Avoid waste of blockspace with invalid blobs

Question

Avoid waste of blockspace with invalid blobs

Closed this issue a year ago · 5 comments

Right now the submit_blob extrinsic would return an error if a preconditions for blob submission are not met.

Specifically, those preconditions are:

the blob itself is less than or equal to the maximum (actually, enforced by encoding with BoundedVec)
the ordinal number of the blob is less than or equal to the maximum number of blobs.
the total blob size (including the one being submitted) must not exceed the maximum size.

Those preconditions may make sense, but they are not doing what they are supposed to do. Specifically, it looks like they are trying to allocate the blockspace for blobs, but the way it's done is very weak. Let's take a closer look.

Returning an error from the extrinsic have the following effects:

The sender is still charged with fees and the collator still gets paid.
The extrinsic data is left in the block.
The blob is not committed in the NMT.

First of all, even if the preconditions are not met, it doesn't mean that there is absolutely no space for another blob. It may still be possible (although, IMO, unlikely) that another blob can be put into the block by the collator. The blob will end up in the block but won't affect the NMT trie.
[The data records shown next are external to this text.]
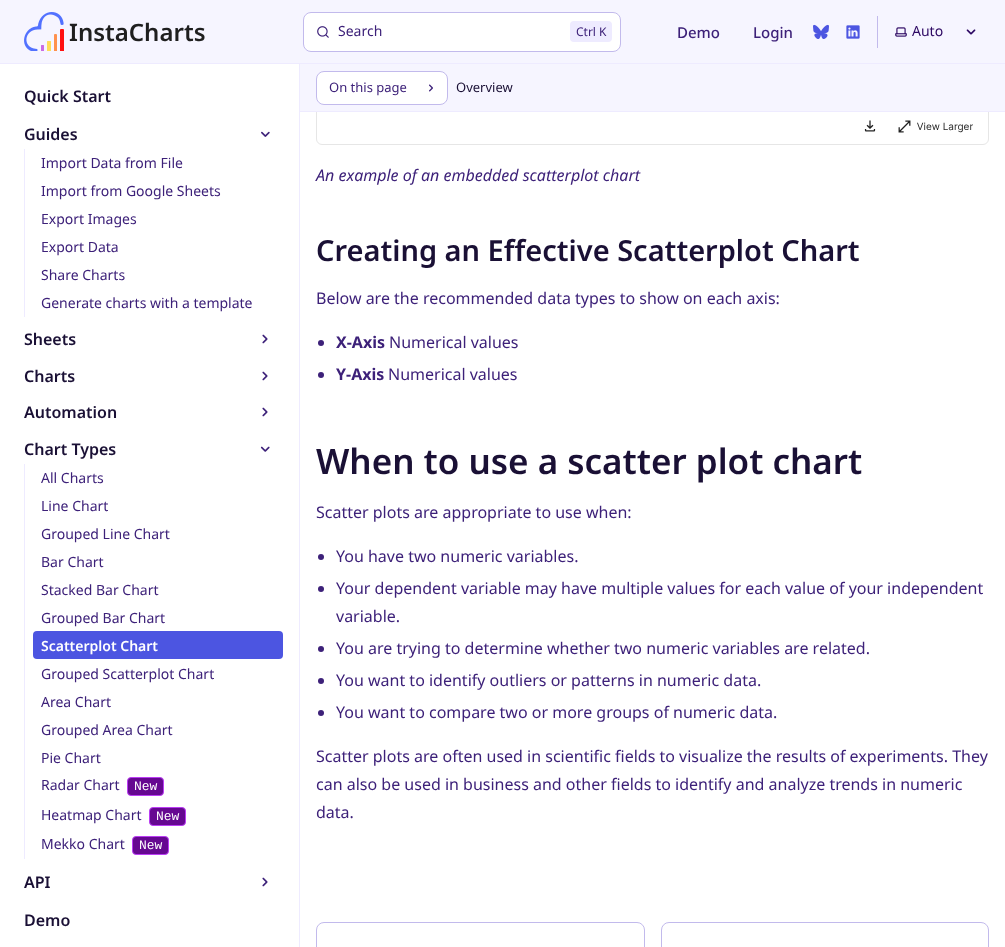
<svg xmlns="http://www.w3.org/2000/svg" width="1005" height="947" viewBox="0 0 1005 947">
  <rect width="100%" height="100%" fill="#fff"/>
  <rect x="316.5" y="-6.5" width="672" height="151" rx="5.5" fill="none" stroke="#e6e6e6"/>
  <path d="M0 0h1005v63H0z" fill="#f6f5ff"/>
  <path d="M0 63h1005v1H0z" fill="#eeebff"/>
  <image x="24" y="12" width="40" height="39" href="img/1.png"/>
  <rect x="303.5" y="12.5" width="317" height="39" rx="7.5" fill="#fff" stroke="#c2baec"/>
  <image x="317" y="26" width="12" height="12" href="img/2.png"/>
  <rect x="570" y="21" width="42" height="21" rx="4" fill="#eeebff"/>
  <image x="813" y="24" width="16" height="15" href="img/3.png"/>
  <image x="846" y="25" width="14" height="14" href="img/4.png"/>
  <path d="M877 16h1v32H877z" fill="#c2baec"/>
  <image x="895" y="27" width="12" height="10" href="img/5.png"/>
  <image x="966" y="29" width="10" height="6" href="img/6.png"/>
  <path d="M299 64h1v883H299z" fill="#eeebff"/>
  <image x="261" y="131" width="9" height="6" href="img/7.png"/>
  <path d="M24 149h1v168H24z" fill="#eeebff"/>
  <image x="262" y="334" width="6" height="10" href="img/8.png"/>
  <image x="262" y="371" width="6" height="10" href="img/8.png"/>
  <image x="262" y="407" width="6" height="10" href="img/8.png"/>
  <image x="260" y="446" width="10" height="6" href="img/9.png"/>
  <path d="M24 464h1v395H24z" fill="#eeebff"/>
  <rect x="33" y="631" width="250" height="28" rx="4" fill="#4c55e1"/>
  <rect x="127.5" y="777.5" width="36" height="18" rx="3.5" fill="#660891" stroke="#bb3df5"/>
  <rect x="149.5" y="807.5" width="36" height="18" rx="3.5" fill="#660891" stroke="#bb3df5"/>
  <rect x="132.5" y="836.5" width="36" height="18" rx="3.5" fill="#660891" stroke="#bb3df5"/>
  <image x="262" y="877" width="6" height="10" href="img/8.png"/>
  <path d="M300 64h705v47H300z" fill="#f6f5ff"/>
  <path d="M300 111h705v1H300z" fill="#eeebff"/>
  <rect x="316.5" y="71.5" width="131" height="33" rx="7.5" fill="#fff" stroke="#c2baec"/>
  <image x="429" y="84" width="4" height="8" href="img/10.png"/>
  <image x="864" y="120" width="109" height="13" href="img/11.png"/>
  <circle cx="321" cy="343" r="3" fill="#3d2179"/>
  <circle cx="321" cy="375" r="3" fill="#3d2179"/>
  <circle cx="321" cy="557" r="3" fill="#3d2179"/>
  <circle cx="321" cy="589" r="3" fill="#3d2179"/>
  <circle cx="321" cy="649" r="3" fill="#3d2179"/>
  <circle cx="321" cy="681" r="3" fill="#3d2179"/>
  <circle cx="321" cy="713" r="3" fill="#3d2179"/>
  <rect x="316.5" y="922.5" width="328" height="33" rx="7.5" fill="none" stroke="#c2baec"/>
  <rect x="661.5" y="922.5" width="327" height="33" rx="7.5" fill="none" stroke="#c2baec"/>
  <text x="69" y="41" font-family="Noto Sans" font-size="24" font-weight="600" fill="#1f1f1f">InstaCharts</text>
  <text x="338" y="36" font-family="Noto Sans" font-size="14" fill="#3d2179">Search</text>
  <text x="576" y="36" font-family="Noto Sans" font-size="12" fill="#3d2179">Ctrl K</text>
  <g font-family="Noto Sans" font-size="15" font-weight="500" fill="#3d2179">
    <text x="677" y="38">Demo</text>
    <text x="753" y="38">Login</text>
  </g>
  <text x="912" y="36" font-family="Noto Sans" font-size="14" fill="#2d0863">Auto</text>
  <g font-family="Noto Sans" font-size="16" font-weight="600" fill="#1a1035">
    <text x="24" y="102">Quick Start</text>
    <text x="24" y="140">Guides</text>
  </g>
  <g font-family="Noto Sans" font-size="14" fill="#3d2179">
    <text x="41" y="168">Import Data from File</text>
    <text x="41" y="196">Import from Google Sheets</text>
    <text x="41" y="224">Export Images</text>
    <text x="41" y="252">Export Data</text>
    <text x="41" y="280">Share Charts</text>
    <text x="41" y="308">Generate charts with a template</text>
  </g>
  <g font-family="Noto Sans" font-size="16" font-weight="600" fill="#1a1035">
    <text x="24" y="345">Sheets</text>
    <text x="24" y="382">Charts</text>
    <text x="24" y="418">Automation</text>
    <text x="24" y="455">Chart Types</text>
  </g>
  <g font-family="Noto Sans" font-size="14" fill="#3d2179">
    <text x="41" y="483">All Charts</text>
    <text x="41" y="511">Line Chart</text>
    <text x="41" y="539">Grouped Line Chart</text>
    <text x="41" y="567">Bar Chart</text>
    <text x="41" y="595">Stacked Bar Chart</text>
    <text x="41" y="623">Grouped Bar Chart</text>
  </g>
  <text x="41" y="651" font-family="Noto Sans" font-size="14" font-weight="600" fill="#fff">Scatterplot Chart</text>
  <g font-family="Noto Sans" font-size="14" fill="#3d2179">
    <text x="41" y="679">Grouped Scatterplot Chart</text>
    <text x="41" y="707">Area Chart</text>
    <text x="41" y="735">Grouped Area Chart</text>
    <text x="41" y="763">Pie Chart</text>
    <text x="41" y="790">Radar Chart</text>
  </g>
  <text x="134" y="790" font-family="Liberation Mono" font-size="13" fill="#fff">New</text>
  <text x="41" y="820" font-family="Noto Sans" font-size="14" fill="#3d2179">Heatmap Chart</text>
  <text x="156" y="820" font-family="Liberation Mono" font-size="13" fill="#fff">New</text>
  <text x="41" y="849" font-family="Noto Sans" font-size="14" fill="#3d2179">Mekko Chart</text>
  <text x="139" y="849" font-family="Liberation Mono" font-size="13" fill="#fff">New</text>
  <g font-family="Noto Sans" font-size="16" font-weight="600" fill="#1a1035">
    <text x="24" y="888">API</text>
    <text x="24" y="926">Demo</text>
  </g>
  <text x="329" y="92" font-family="Noto Sans" font-size="13" fill="#3d2179">On this page</text>
  <text x="456" y="92" font-family="Noto Sans" font-size="13" fill="#1a1035">Overview</text>
  <text x="316" y="181" font-family="Noto Sans" font-size="16" font-style="italic" fill="#3d2179">An example of an embedded scatterplot chart</text>
  <text x="316" y="261" font-family="Noto Sans" font-size="29" font-weight="600" fill="#1a1035">Creating an Effective Scatterplot Chart</text>
  <text x="316" y="304" font-family="Noto Sans" font-size="16" fill="#3d2179">Below are the recommended data types to show on each axis:</text>
  <text x="336" y="348" font-family="Noto Sans" font-size="16" font-weight="bold" fill="#3d2179">X-Axis</text>
  <text x="389" y="348" font-family="Noto Sans" font-size="16" fill="#3d2179">Numerical values</text>
  <text x="336" y="380" font-family="Noto Sans" font-size="16" font-weight="bold" fill="#3d2179">Y-Axis</text>
  <text x="388" y="380" font-family="Noto Sans" font-size="16" fill="#3d2179">Numerical values</text>
  <text x="316" y="474" font-family="Noto Sans" font-size="35" font-weight="600" fill="#1a1035">When to use a scatter plot chart</text>
  <g font-family="Noto Sans" font-size="16" fill="#3d2179">
    <text x="316" y="518">Scatter plots are appropriate to use when:</text>
    <text x="336" y="562">You have two numeric variables.</text>
    <text x="336" y="594">Your dependent variable may have multiple values for each value of your independent</text>
    <text x="336" y="622">variable.</text>
    <text x="336" y="654">You are trying to determine whether two numeric variables are related.</text>
    <text x="336" y="686">You want to identify outliers or patterns in numeric data.</text>
    <text x="336" y="718">You want to compare two or more groups of numeric data.</text>
    <text x="316" y="762">Scatter plots are often used in scientific fields to visualize the results of experiments. They</text>
    <text x="316" y="790">can also be used in business and other fields to identify and analyze trends in numeric</text>
    <text x="316" y="818">data.</text>
  </g>
</svg>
In this case, the collator will get its fee for the inclusion in any case, and as such is actually is incentivised to shove as many blobs as possible into a block potentially robbing poor sequencers of their fees.

At the same time, those limits are present to make sure that there is space left in block for other extrinsics and there is some space left of witness data in POV. However, I would argue that they don't actually achieve any of that.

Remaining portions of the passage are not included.